Almost every day, we would tie up to a pier and go on bus excursions to small towns and cities to view churches, monasteries, and century-old collections of religious icons. Waiting for us at each stop was an array of Russian flea markets where one could buy matryoshkas, the little bowling-pin-shaped dolls with hand-painted designs. Open them up, and there are five to 10 smaller dolls nestled inside. Also popular are Russian military hats, shawls in bright floral patterns, and bottles of Russian wine and vodka. I bought a bottle of Stalin’s favorite wine (it is said he didn’t drink vodka), a red from the wine-growing region of Georgia on the Baltic Sea. We found it too sweet for our taste.

The new Russia

What did I learn on the river cruise? I learned that the people of Russia really do like Americans. They are having a hard time adjusting to their newfound democracy. “At first we thought we were going to embrace this Barbie doll of democracy,” explained Sev, our shipboard lecturer. “We expected paradise on earth and got inflation and unemployment instead. One of our politicians said, ‘Russia is doomed to be a democratic state.’ Realize that we have only been at it 10 years; we need time.
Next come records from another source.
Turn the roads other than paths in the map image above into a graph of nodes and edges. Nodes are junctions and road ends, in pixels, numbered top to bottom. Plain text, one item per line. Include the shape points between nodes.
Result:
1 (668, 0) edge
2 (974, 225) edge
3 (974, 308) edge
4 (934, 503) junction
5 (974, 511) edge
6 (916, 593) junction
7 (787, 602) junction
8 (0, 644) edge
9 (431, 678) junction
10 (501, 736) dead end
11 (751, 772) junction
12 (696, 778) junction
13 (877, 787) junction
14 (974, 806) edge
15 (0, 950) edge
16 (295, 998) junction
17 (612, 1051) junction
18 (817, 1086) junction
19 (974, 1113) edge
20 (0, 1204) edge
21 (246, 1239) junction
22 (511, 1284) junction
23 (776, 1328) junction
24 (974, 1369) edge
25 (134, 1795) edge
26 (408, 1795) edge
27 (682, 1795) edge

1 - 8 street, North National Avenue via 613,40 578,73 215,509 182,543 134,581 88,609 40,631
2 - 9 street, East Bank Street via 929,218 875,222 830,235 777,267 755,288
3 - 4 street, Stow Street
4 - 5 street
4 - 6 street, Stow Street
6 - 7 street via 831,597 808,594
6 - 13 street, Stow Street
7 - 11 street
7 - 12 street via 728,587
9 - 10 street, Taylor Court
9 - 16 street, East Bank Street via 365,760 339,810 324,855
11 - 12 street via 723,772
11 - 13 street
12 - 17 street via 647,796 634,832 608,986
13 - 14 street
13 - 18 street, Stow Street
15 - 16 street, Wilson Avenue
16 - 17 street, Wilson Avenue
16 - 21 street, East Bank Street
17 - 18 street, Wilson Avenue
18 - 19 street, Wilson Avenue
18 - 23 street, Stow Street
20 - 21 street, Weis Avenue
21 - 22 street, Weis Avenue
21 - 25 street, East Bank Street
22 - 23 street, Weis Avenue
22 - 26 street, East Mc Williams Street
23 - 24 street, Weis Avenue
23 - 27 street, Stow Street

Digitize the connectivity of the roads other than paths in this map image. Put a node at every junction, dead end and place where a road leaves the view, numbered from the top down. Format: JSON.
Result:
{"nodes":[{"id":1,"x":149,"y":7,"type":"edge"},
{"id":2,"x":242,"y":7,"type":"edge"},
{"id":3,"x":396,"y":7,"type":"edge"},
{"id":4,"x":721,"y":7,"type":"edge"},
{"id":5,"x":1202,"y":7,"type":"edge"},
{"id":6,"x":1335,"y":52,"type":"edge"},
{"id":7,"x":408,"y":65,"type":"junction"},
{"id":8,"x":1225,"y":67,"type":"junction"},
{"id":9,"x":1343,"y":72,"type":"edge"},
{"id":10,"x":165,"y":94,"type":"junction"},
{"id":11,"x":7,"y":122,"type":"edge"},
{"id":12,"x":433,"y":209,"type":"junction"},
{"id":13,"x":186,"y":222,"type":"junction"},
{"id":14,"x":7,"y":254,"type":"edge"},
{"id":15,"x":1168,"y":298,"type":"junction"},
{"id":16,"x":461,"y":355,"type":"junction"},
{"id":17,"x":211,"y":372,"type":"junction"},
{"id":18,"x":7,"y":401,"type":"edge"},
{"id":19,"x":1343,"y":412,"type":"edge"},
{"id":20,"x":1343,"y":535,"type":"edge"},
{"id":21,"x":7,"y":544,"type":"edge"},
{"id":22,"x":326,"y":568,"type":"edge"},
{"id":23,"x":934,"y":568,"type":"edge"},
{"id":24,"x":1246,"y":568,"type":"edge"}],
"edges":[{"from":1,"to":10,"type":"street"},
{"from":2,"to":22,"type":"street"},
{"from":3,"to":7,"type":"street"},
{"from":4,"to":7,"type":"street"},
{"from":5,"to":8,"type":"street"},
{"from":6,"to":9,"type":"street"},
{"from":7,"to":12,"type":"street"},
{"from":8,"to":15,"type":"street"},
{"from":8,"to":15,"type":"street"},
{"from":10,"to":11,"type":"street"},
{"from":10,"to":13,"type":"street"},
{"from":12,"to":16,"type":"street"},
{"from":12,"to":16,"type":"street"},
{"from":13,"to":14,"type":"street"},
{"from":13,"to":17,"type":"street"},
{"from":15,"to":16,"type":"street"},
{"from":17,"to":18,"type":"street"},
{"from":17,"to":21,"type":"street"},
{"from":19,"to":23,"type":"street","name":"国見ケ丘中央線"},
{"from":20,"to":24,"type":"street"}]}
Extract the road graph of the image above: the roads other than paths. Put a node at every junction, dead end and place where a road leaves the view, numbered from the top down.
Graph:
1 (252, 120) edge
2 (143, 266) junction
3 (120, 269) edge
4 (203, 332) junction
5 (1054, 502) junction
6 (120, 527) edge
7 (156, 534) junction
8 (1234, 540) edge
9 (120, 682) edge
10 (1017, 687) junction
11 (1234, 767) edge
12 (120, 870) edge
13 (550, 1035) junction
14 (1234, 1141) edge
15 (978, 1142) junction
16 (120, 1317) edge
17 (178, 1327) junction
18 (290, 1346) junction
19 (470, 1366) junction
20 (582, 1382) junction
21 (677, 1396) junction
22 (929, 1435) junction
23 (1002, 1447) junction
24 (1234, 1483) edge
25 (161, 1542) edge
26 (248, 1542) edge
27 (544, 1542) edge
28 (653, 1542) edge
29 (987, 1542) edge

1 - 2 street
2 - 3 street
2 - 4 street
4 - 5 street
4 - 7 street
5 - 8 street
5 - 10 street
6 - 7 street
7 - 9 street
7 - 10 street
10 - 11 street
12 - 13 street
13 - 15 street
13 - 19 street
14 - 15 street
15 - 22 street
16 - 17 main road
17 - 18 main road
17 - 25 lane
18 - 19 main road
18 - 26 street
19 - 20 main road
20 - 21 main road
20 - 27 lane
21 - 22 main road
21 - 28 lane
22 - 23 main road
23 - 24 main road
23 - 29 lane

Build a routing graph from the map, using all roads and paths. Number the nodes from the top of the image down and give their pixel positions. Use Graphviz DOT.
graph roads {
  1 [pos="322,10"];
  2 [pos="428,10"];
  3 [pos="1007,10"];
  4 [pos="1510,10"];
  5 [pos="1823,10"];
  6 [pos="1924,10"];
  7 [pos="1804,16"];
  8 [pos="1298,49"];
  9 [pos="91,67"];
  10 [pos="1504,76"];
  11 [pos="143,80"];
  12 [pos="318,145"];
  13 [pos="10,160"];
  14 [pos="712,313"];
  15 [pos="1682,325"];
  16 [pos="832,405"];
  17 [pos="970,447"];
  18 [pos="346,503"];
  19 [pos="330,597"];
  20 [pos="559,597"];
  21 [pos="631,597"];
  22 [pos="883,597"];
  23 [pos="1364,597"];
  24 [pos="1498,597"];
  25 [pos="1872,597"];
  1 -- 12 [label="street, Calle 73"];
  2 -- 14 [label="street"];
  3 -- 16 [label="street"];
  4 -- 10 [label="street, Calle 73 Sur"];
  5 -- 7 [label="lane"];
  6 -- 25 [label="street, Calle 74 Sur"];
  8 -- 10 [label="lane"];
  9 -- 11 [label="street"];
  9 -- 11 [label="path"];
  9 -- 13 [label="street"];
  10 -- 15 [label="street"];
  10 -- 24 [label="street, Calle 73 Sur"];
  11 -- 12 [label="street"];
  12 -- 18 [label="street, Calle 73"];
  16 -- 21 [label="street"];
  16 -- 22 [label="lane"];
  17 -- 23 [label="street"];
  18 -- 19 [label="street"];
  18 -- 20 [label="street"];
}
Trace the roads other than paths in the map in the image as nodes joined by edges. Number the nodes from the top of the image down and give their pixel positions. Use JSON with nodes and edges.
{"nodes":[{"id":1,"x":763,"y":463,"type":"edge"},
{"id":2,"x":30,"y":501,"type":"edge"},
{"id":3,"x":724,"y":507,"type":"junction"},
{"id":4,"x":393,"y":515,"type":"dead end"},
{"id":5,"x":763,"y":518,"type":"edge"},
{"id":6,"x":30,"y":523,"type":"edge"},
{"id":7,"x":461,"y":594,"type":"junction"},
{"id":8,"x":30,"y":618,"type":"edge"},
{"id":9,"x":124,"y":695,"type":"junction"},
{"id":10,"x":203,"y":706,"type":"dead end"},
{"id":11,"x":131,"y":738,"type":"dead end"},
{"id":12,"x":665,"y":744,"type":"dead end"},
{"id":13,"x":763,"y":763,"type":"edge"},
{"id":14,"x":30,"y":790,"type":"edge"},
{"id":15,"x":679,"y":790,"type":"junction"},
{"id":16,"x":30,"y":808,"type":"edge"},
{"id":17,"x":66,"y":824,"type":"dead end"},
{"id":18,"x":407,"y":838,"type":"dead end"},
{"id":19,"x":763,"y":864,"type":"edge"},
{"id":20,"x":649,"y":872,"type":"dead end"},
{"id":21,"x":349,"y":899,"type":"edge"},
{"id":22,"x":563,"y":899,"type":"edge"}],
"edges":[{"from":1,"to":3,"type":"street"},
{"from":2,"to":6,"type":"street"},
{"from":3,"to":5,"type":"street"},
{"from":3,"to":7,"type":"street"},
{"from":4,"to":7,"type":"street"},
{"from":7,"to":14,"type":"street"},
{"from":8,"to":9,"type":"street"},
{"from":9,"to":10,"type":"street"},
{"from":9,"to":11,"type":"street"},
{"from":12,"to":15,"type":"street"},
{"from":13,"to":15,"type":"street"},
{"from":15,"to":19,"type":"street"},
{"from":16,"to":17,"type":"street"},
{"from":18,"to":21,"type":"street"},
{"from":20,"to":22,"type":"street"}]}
You see, we toppled the Soviet system, but it is still in our genes. You Americans had to work over 100 years, abolishing slavery, approving voting for women’s rights, and solving inequality.” With emphasis he added, “Russia must be democratic to survive.”

As Catherine and I walk away from Red Square, we see an older Russian woman in a frayed, flowered dress. She pauses and cups one hand to her side. Catherine nods at the woman, reaches into her pocket, and pulls out a 100-ruble bill. The woman takes it, touches her hand to her heart, and then presses her fingers to her lips. And she smiles.